本当にアレだな・・・。人生って何があるか分かったもんじゃないな・・・。今まで通りの人生を送っていたらアイドル達と出会うことはできなかっただろうな・・・。
「ふーん、君って私より年上なんだ。って事は、やっぱり敬語を使った方がいいかな?」
「いや、別に今更敬語を使わなくってもいいよ。元々、敬語とか使われるのは嫌な方だったし」
「じゃ、私の事は美優か、美優ちゃんって呼んでね!!私も、君の事を零ちゃんって呼ぶから!!」
「・・・零ちゃんは辞めてくれ美優」
「えぇー、折角可愛いあだ名を思い付いたと思ったのにー!!」
呼び方が美優か美優ちゃんの2つしか選択肢がなかったら圧倒的に前者の美優を選ぶに決まってるだろう・・・。

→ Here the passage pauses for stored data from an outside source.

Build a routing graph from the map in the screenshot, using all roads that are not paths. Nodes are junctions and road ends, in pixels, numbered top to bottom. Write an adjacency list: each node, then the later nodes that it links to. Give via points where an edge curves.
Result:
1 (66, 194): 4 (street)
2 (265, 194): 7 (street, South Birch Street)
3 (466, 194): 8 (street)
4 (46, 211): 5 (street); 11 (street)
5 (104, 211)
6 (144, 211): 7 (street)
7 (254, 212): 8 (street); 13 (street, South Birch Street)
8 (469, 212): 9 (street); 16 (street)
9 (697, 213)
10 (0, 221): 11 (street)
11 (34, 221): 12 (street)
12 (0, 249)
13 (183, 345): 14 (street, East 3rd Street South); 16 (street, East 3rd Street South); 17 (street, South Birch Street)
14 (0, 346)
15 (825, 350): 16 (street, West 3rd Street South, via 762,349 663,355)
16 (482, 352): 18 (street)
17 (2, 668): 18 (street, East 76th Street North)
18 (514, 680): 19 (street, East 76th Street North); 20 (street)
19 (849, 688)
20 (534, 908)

そもそもが、初対面の女の子の事を下の名前で呼び捨てにする自体が難易度高いのにちゃん付けで呼べる訳がないだろう・・・。
「美優ちゃん。そろそ時間なんだけどなぁ・・・」
「あっ、ごめんね千秋さん!!じゃ、零ちゃん早速行ってみよう!!」
「お・・・おい、待てって美優!?」
凄いな美優は・・・。自分の事を下の名前で呼ぶように求めたり、初対面の男の手を掴んで引っ張るし・・・。普通の女の子はそんな事は絶対にしないだろうな・・・。
俺は、そんな事を考えながら美優に引きずられながらエレベーターに向かって行った。